Lois

  • Lois
  • Butterfly Kiss (K) 1992 
  • Strumpet (K) 1993 
  • Lowrider [tape] (SlabCo) 1994 
  • Bet the Sky (K) 1995 
  • Shy Town EP (K) 1995 
  • Infinity Plus (K) 1996 
  • Snapshot Radio EP (K) 1996 
  • Lois Maffeo & Brendan Canty
  • The Union Themes (Kill Rock Stars) 2000 

An Arizona native who wound up in Olympia, Washington as a result of attending nearby Evergreen State College, singer/songwriter Lois Maffeo had been a scene fixture there before starting the band that bears her name. (It really is a band — she’s been known to refer to it as “The Lois.”) She’d sung on the Go Team’s “My Head Hurts” with Calvin Johnson, done a girl-punk radio show on KAOS-FM, been in a short-lived band called the Cradle Robbers with future Spinane Rebecca Gates and, most notably, been half of a group called Courtney Love, a name she made up with a onetime Portland, Oregon roommate who also found a use for it. Maffeo’s duo with drummer Pat Maley (who now runs Olympia’s Yo Yo studio and label) recorded three charming 7-inch singles. Even after a move to Washington DC, Lois remains a guiding force in the Northwest love-rock world.

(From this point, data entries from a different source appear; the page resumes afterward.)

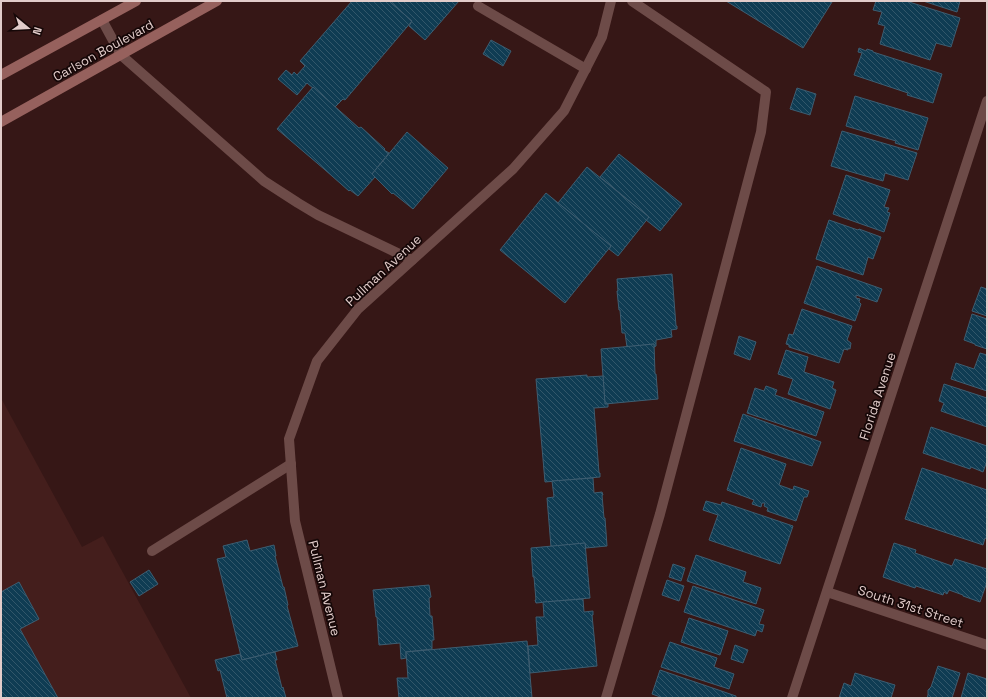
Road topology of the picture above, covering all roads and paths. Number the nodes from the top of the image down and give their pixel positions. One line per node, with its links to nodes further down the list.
1 (136, 1): 6 (main road, Carlson Boulevard)
2 (217, 1): 7 (main road, Carlson Boulevard)
3 (611, 1): 8 (street, Pullman Avenue)
4 (632, 1): 18 (street)
5 (478, 6): 8 (street)
6 (102, 20): 7 (street); 9 (main road, Carlson Boulevard)
7 (121, 55): 11 (main road, Carlson Boulevard); 12 (street)
8 (586, 69): 12 (street, Pullman Avenue)
9 (1, 75)
10 (987, 101): 15 (street, Florida Avenue)
11 (1, 122)
12 (412, 260): 13 (street, Pullman Avenue)
13 (291, 464): 14 (street); 17 (street, Pullman Avenue)
14 (152, 551)
15 (827, 592): 16 (street, South 31st Street); 19 (street, Florida Avenue)
16 (987, 645)
17 (338, 698)
18 (606, 698)
19 (792, 698)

The first Lois album, Butterfly Kiss, is very much in the Courtney Love mode, with Maffeo strumming an acoustic guitar and singing in her lilting near-lisp, backed by drummer Molly Neuman (borrowed from Bratmobile) and, occasionally, bassist/producer Stuart Moxham of Young Marble Giants fame. The songs are simple but lovely. “Valentine” has become something of an indie-pop standard; the single “Press Play and Record” is charming and sassy (“I’m the most terrifically bored girl the world has yet to see”).

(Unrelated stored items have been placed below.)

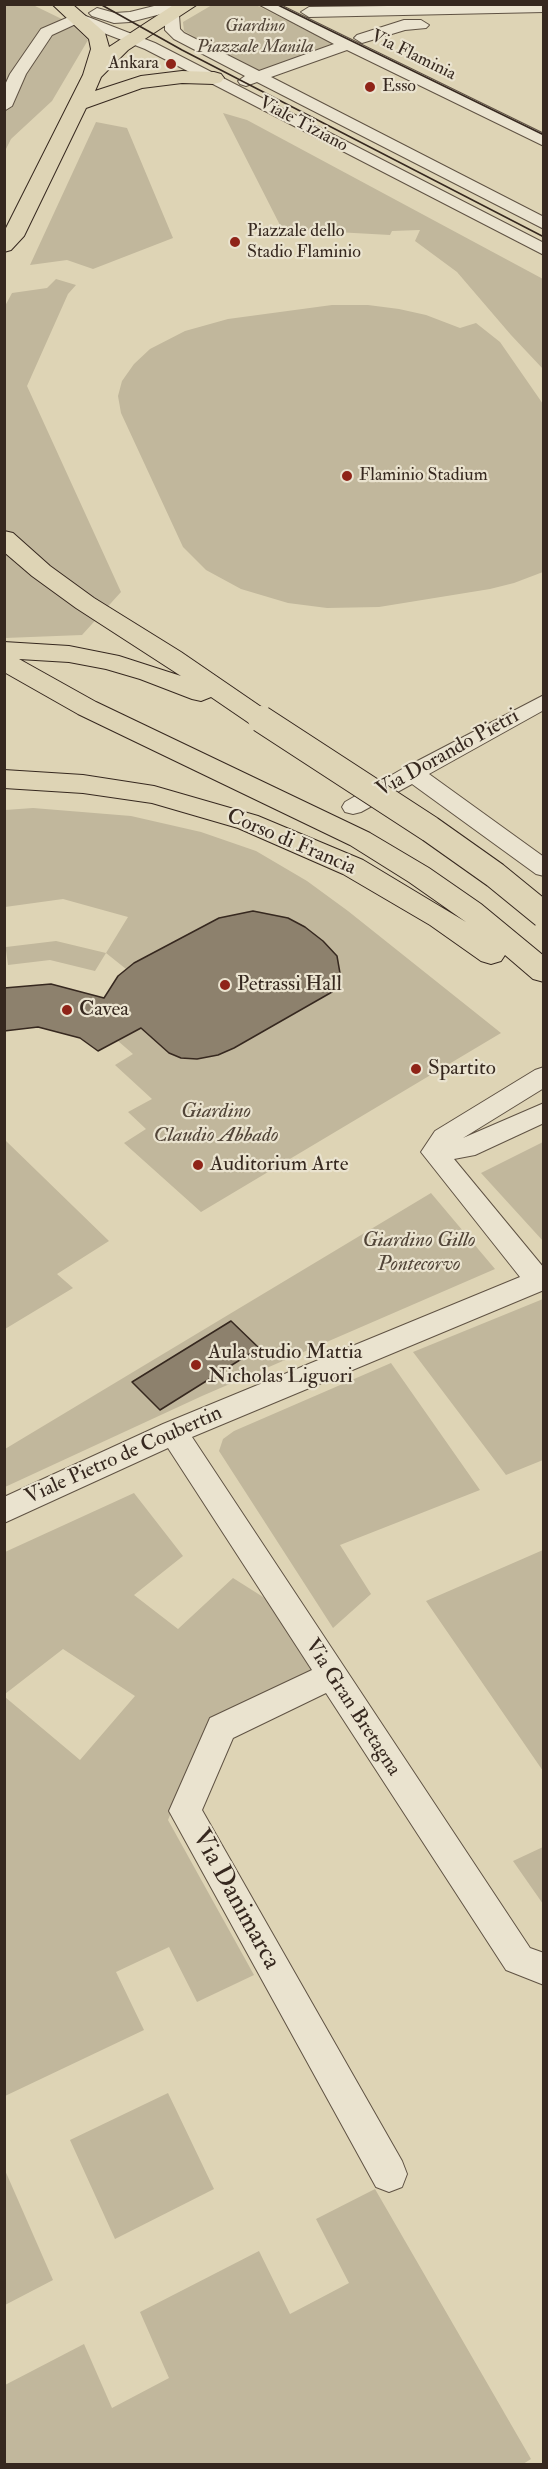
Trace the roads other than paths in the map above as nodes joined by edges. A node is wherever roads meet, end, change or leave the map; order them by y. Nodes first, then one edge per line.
1 (61, 4) edge
2 (189, 4) edge
3 (266, 4) edge
4 (293, 4) edge
5 (543, 8) edge
6 (176, 10) edge
7 (79, 11) edge
8 (309, 12) junction
9 (403, 18) junction
10 (543, 22) edge
11 (132, 38) junction
12 (362, 38) junction
13 (346, 45) junction
14 (93, 75) junction
15 (257, 77) junction
16 (222, 82) junction
17 (80, 104) junction
18 (4, 106) edge
19 (543, 127) edge
20 (543, 141) edge
21 (540, 219) edge
22 (504, 229) junction
23 (9, 249) edge
24 (543, 250) edge
25 (4, 538) edge
26 (4, 650) edge
27 (4, 661) edge
28 (543, 701) edge
29 (261, 719) junction
30 (412, 773) junction
31 (4, 780) edge
32 (353, 807) dead end
33 (543, 869) edge
34 (543, 915) edge
35 (543, 972) edge
36 (543, 995) edge
37 (543, 1076) edge
38 (543, 1112) edge
39 (434, 1152) junction
40 (541, 1279) edge
41 (173, 1432) junction
42 (4, 1511) edge
43 (331, 1676) junction
44 (543, 1969) edge
45 (389, 2174) dead end

1 - 7 main road, Viale Tiziano
2 - 6 main road
3 - 13 street, Via Flaminia
4 - 8 street, Via Flaminia
5 - 9 street
6 - 7 street
6 - 11 main road
6 - 15 street, Viale Tiziano
7 - 11 street, Viale Tiziano
7 - 14 main road
7 - 18 street
8 - 9 street
8 - 12 street, Via Flaminia
9 - 10 street
9 - 12 street
11 - 14 main road
11 - 16 street, Viale Tiziano
12 - 19 street, Via Flaminia
13 - 15 street
13 - 20 street, Via Flaminia
14 - 17 main road
15 - 16 street
15 - 21 street, Viale Tiziano
16 - 17 main road
16 - 22 street, Viale Tiziano
17 - 23 main road
21 - 22 street
22 - 24 street, Viale Tiziano
25 - 29 main road
26 - 29 main road
27 - 35 main road
28 - 30 street, Via Dorando Pietri
29 - 34 main road, bridge
30 - 32 street, Via Dorando Pietri
30 - 33 street
31 - 36 main road, Corso di Francia
37 - 39 street
38 - 39 street
39 - 40 street
40 - 41 street, Viale Pietro de Coubertin
41 - 42 street, Viale Pietro de Coubertin
41 - 43 street, Via Gran Bretagna
43 - 44 street, Via Gran Bretagna
43 - 45 street, Via Danimarca

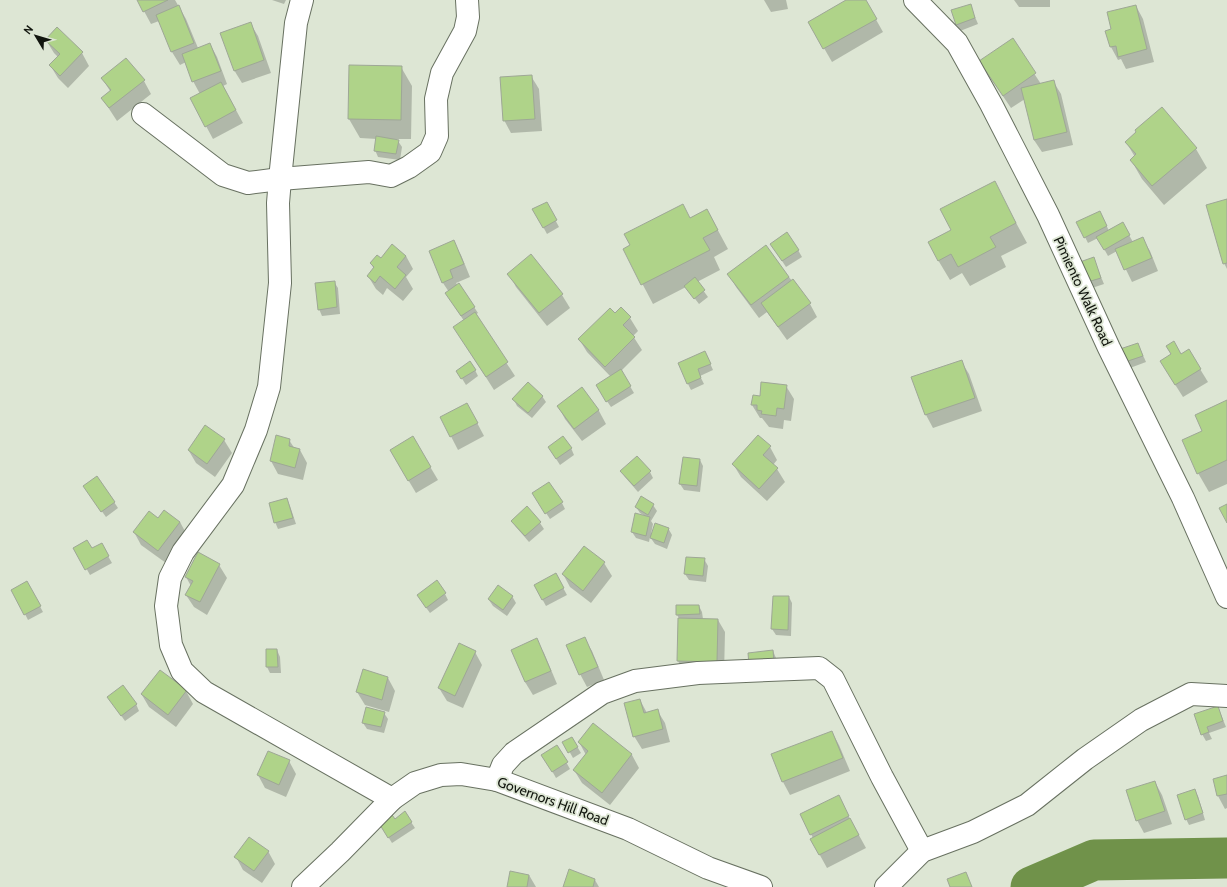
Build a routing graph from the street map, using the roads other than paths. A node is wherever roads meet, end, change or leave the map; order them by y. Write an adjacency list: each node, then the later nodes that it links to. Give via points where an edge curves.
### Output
1 (302, 0): 5 (street, via 296,23)
2 (467, 0): 5 (street, via 468,17 465,31 442,73 436,99 437,136 430,152 391,176 369,172)
3 (915, 0): 6 (street, Pimiento Walk Road, via 957,43 991,104 1048,215 1108,348 1183,498)
4 (143, 114): 5 (street, via 223,175 248,183)
5 (280, 179): 9 (street, via 280,284 269,387 256,430 233,485 183,552 170,578 166,606 171,645 182,671 204,692)
6 (1227, 597)
7 (1227, 696): 10 (street, via 1191,694 1148,717 1085,759 1027,805 973,832)
8 (497, 780): 9 (street, Governors Hill Road, via 461,774 441,775 415,783); 10 (street, via 503,766 514,753 602,694 635,681 698,673 819,668 833,679 885,784); 12 (street, Governors Hill Road, via 628,829 708,868)
9 (392, 799): 11 (street, Governors Hill Road)
10 (922, 851): 13 (street)
11 (303, 887)
12 (761, 887)
13 (886, 887)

Strumpet introduces electricity to Lois’ guitar, and has a few more guest stars on bass: Donna Dresch (Team Dresch) and Codeine’s Stephen Immerwahr, who duets with Maffeo on “Wet Eyes.” The record is dreamier than Butterfly Kiss, with at least two Lois classics: the blithely witty title track (“You say I’m walking around like I own the whole place/Well I do”) and “The Trouble With Me” (“…is that I’m trouble”). The highlight, though, is the final track, an a cappella cover of the Zombies’ “The Way I Feel Inside” — perfectly heartbreaking and perfectly adorable.

The cassette-only Lowrider contains live performances from a couple of San Francisco shows. In addition to songs from the first two albums, Maffeo resurrects Courtney Love’s “Uncrushworthy” and “Highlights” and “Long Time Gone” (the B-side of “Press Play and Record”), joins the Spinanes for their “Hawaiian Baby” and offers another a cappella cover: the Smiths’ “Girlfriend in a Coma”!

Sometime around 1994, Lois toured with Amy Farina, a drummer under the only occasionally fortuitous impression that she was John Bonham. The Shy Town EP couples the title track (from Bet the Sky) with four Ian MacKaye-produced songs recorded by the rock-out lineup (relatively speaking) of Maffeo, Farina and bassist Juan Carrera: two new ones, plus the former B-side “Page Two” and Courtney Love’s “Hey! Antoinette.”

Bet the Sky is a welcome return to acoustic wimpiness, featuring another new drummer, Heather Dunn (ex-Tiger Trap), and Fugazi’s Brendan Canty (with whom she subsequently formed a duo and made an album) playing a little guitar, harmonica and organ. Though it contains fewer instantly memorable songs than Lois’ other records, the album does have some of Maffeo’s best lyrics (the hook of “Charles Atlas” recalls “I loved the boy who kicked the sand/Long before the arms made the man”) and some beautiful, assured singing.